### PROBLEM
For the records below, tally the lines that include the word "street" and report the number alone.

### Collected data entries
# # #

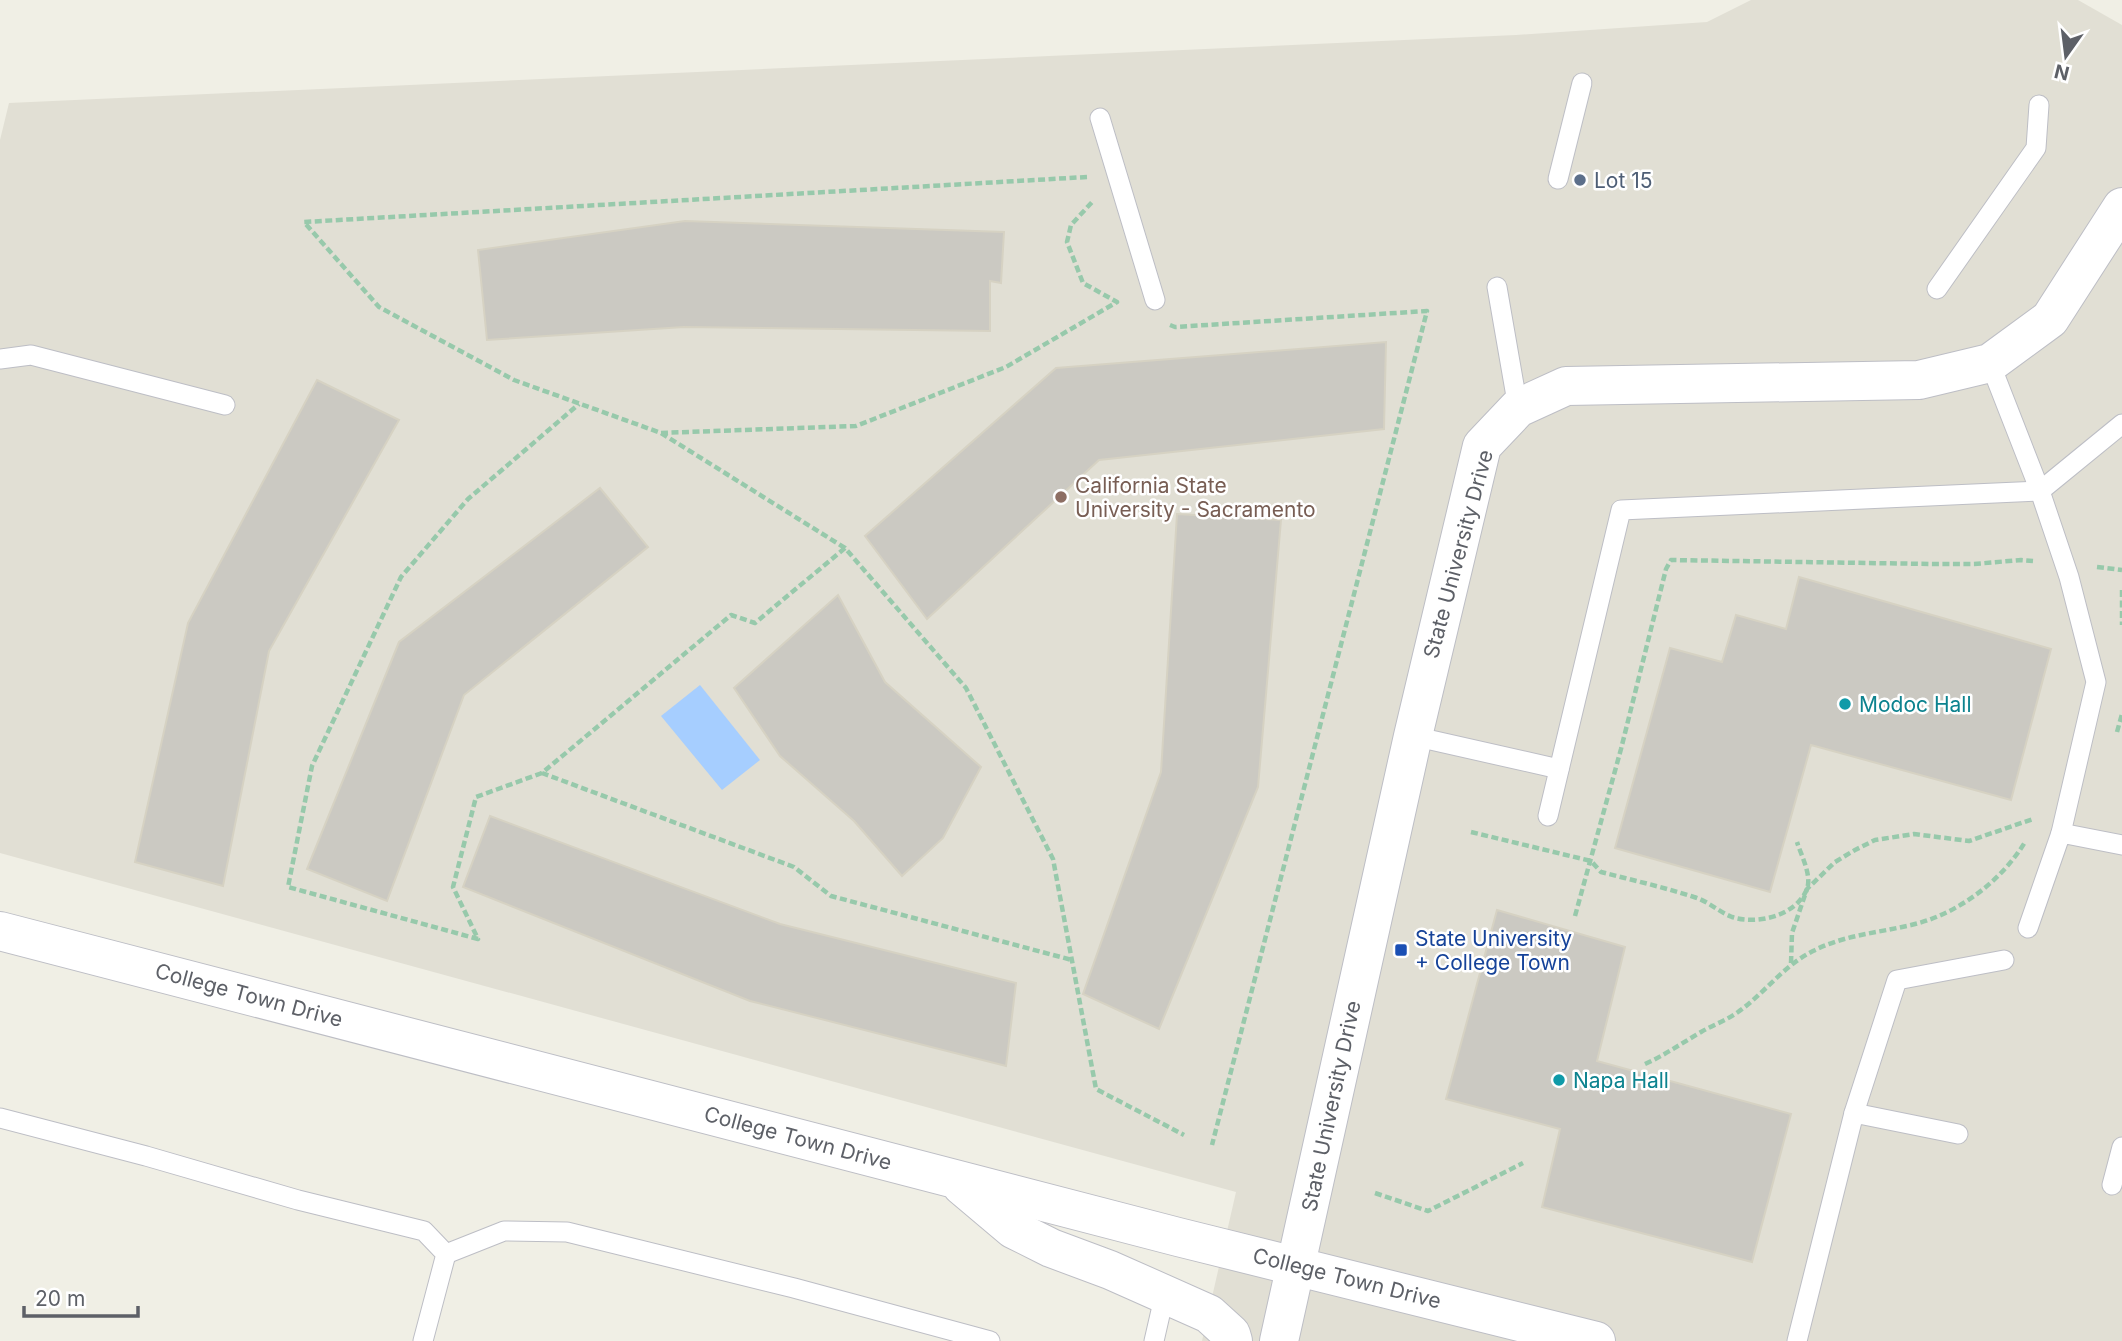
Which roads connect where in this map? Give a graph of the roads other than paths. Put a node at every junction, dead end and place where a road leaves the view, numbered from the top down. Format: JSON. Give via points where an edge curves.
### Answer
{"nodes":[{"id":1,"x":1582,"y":83,"type":"dead end"},
{"id":2,"x":2039,"y":105,"type":"dead end"},
{"id":3,"x":1100,"y":118,"type":"dead end"},
{"id":4,"x":1558,"y":179,"type":"dead end"},
{"id":5,"x":2122,"y":207,"type":"edge"},
{"id":6,"x":1497,"y":287,"type":"dead end"},
{"id":7,"x":1937,"y":289,"type":"dead end"},
{"id":8,"x":1154,"y":300,"type":"dead end"},
{"id":9,"x":0,"y":359,"type":"edge"},
{"id":10,"x":1990,"y":363,"type":"junction"},
{"id":11,"x":225,"y":405,"type":"dead end"},
{"id":12,"x":1518,"y":408,"type":"junction"},
{"id":13,"x":2122,"y":424,"type":"edge"},
{"id":14,"x":2040,"y":491,"type":"junction"},
{"id":15,"x":1413,"y":736,"type":"junction"},
{"id":16,"x":1559,"y":769,"type":"junction"},
{"id":17,"x":1548,"y":816,"type":"dead end"},
{"id":18,"x":2062,"y":825,"type":"junction"},
{"id":19,"x":2122,"y":845,"type":"edge"},
{"id":20,"x":2028,"y":928,"type":"dead end"},
{"id":21,"x":0,"y":931,"type":"edge"},
{"id":22,"x":2004,"y":960,"type":"dead end"},
{"id":23,"x":1854,"y":1113,"type":"junction"},
{"id":24,"x":0,"y":1118,"type":"edge"},
{"id":25,"x":1958,"y":1134,"type":"dead end"},
{"id":26,"x":2122,"y":1147,"type":"edge"},
{"id":27,"x":952,"y":1178,"type":"junction"},
{"id":28,"x":2112,"y":1185,"type":"dead end"},
{"id":29,"x":446,"y":1254,"type":"junction"},
{"id":30,"x":1296,"y":1265,"type":"junction"},
{"id":31,"x":1164,"y":1293,"type":"junction"},
{"id":32,"x":423,"y":1341,"type":"edge"},
{"id":33,"x":990,"y":1341,"type":"edge"},
{"id":34,"x":1154,"y":1341,"type":"edge"},
{"id":35,"x":1233,"y":1341,"type":"edge"},
{"id":36,"x":1279,"y":1341,"type":"edge"},
{"id":37,"x":1596,"y":1341,"type":"edge"},
{"id":38,"x":1797,"y":1341,"type":"edge"}],
"edges":[{"from":1,"to":4,"type":"lane"},
{"from":2,"to":7,"type":"lane","via":[[2036,148]]},
{"from":3,"to":8,"type":"lane"},
{"from":5,"to":10,"type":"street","name":"State University Drive","via":[[2050,319]]},
{"from":6,"to":12,"type":"lane"},
{"from":9,"to":11,"type":"lane","via":[[31,355]]},
{"from":10,"to":12,"type":"street","name":"State University Drive","via":[[1919,380],[1566,386]]},
{"from":10,"to":14,"type":"lane"},
{"from":12,"to":15,"type":"street","name":"State University Drive","via":[[1482,446]]},
{"from":13,"to":14,"type":"lane"},
{"from":14,"to":16,"type":"lane","via":[[1621,510]]},
{"from":14,"to":18,"type":"lane","via":[[2096,682]]},
{"from":15,"to":16,"type":"lane"},
{"from":15,"to":30,"type":"street","name":"State University Drive"},
{"from":16,"to":17,"type":"lane"},
{"from":18,"to":19,"type":"lane"},
{"from":18,"to":20,"type":"lane"},
{"from":21,"to":27,"type":"street","name":"College Town Drive"},
{"from":22,"to":23,"type":"lane","via":[[1897,980]]},
{"from":23,"to":25,"type":"lane"},
{"from":23,"to":38,"type":"lane"},
{"from":24,"to":29,"type":"lane","via":[[425,1231]]},
{"from":26,"to":28,"type":"lane"},
{"from":27,"to":30,"type":"street","name":"College Town Drive"},
{"from":27,"to":31,"type":"street","via":[[1013,1228]]},
{"from":29,"to":32,"type":"lane"},
{"from":29,"to":33,"type":"lane","via":[[504,1231],[567,1232]]},
{"from":30,"to":36,"type":"street","name":"State University Drive"},
{"from":30,"to":37,"type":"street","name":"College Town Drive"},
{"from":31,"to":34,"type":"lane"},
{"from":31,"to":35,"type":"street","via":[[1209,1314]]}]}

# # #

### ANSWER BELOW
10